Available Fuzz Actions

  • ClickAClickable Picks a random DOM object based on a selector, and triggers its click event. The default selector is 'a, button, [role="button"]'. This will be replaced by the action's first argument: {action: ClickAClickable, frequency: 1, args: ['a.navLink']}

  • FocusAFocusable Picks a random DOM object based on a selector, and focuses it. The default selector is 'a, button, input:not([type="hidden"]), select, textarea, [tabindex]'. This will be replaced by the action's first argument: {action: FocusAFocusable, frequency: 1, args: ['input.formField']}

  • PressAKey Triggers a random keypress. Selected by default from lowercase a-z and 0-9, but this list can be replaced by the action's first argument: {action: FocusAFocusable, frequency: 1, args: ['ArrowLeft', 'ArrowDown']}

Available Tests

  • PageErrorTest Triggers on any non-network console error.

  • NetworkErrorTest Triggers on console errors of the form "the server responded with a status of XXX". By default, it only fails for 500 statuses, but the list of failing statuses can be replaced by the test's first argument: {action: NetworkErrorTest, args: [500, 401, 422]}

Available Guards

  • UrlGuard Resets the test when the url stops matching the given regex. One argument, the url regex, is required. {action: UrlGuard, args: [/localhost:3000\/.*/]}

Writing your own actions

An action is an async function that takes a PuppeteerInstance and returns either a Failure or null.

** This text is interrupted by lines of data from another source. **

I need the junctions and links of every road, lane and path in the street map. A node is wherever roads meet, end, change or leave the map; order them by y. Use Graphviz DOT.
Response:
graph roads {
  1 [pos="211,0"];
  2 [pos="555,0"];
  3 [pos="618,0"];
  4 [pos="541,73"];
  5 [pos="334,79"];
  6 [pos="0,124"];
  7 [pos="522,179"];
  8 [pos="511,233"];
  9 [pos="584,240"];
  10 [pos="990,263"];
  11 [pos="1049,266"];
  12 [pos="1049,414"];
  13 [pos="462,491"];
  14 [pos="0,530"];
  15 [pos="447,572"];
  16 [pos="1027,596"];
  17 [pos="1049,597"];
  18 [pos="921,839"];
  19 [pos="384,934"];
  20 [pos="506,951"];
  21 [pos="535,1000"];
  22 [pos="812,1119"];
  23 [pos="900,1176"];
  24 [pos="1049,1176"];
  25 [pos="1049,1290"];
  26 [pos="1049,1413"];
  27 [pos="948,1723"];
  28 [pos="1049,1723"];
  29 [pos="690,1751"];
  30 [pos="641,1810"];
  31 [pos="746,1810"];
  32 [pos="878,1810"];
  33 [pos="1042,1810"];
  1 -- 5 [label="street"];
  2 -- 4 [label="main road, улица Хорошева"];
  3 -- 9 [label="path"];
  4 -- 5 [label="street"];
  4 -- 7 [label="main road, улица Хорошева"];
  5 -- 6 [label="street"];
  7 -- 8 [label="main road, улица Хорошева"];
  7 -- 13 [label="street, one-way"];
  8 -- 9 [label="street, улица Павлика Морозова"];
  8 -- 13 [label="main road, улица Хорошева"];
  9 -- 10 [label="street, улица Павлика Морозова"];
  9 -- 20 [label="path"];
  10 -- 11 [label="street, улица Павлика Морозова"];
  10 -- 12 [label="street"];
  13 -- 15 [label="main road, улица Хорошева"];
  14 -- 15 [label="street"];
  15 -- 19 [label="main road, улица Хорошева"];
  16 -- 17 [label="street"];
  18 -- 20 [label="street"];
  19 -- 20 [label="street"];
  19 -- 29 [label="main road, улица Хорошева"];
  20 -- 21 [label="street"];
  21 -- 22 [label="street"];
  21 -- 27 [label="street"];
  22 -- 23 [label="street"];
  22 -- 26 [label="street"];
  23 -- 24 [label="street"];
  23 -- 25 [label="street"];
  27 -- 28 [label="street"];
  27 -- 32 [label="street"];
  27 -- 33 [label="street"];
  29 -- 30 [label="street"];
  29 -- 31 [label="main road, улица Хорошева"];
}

interface PuppeteerInstance {
  browser: puppeteer.Browser
  page: puppeteer.Page
  history: BrowserEvent[]  // A list of console log errors
  options: FuzzOptions
  errorCount: number       // The number of times a fuzz action or test has failed
}

export interface Failure {
  message: string
  backtrace?: string[]
  payload?: any
}

export type Action = (instance: PuppeteerInstance, ...args: any[]) => Promise<void|Failure>

Features desperately needed

  • The actual failure reporting is inexcusably bad. Track the events, give better stack trackes, etc. Group screenshots with relevant failure data.
  • More fuzz actions: touch input, drag-n-drop, key combos, right clicks, etc.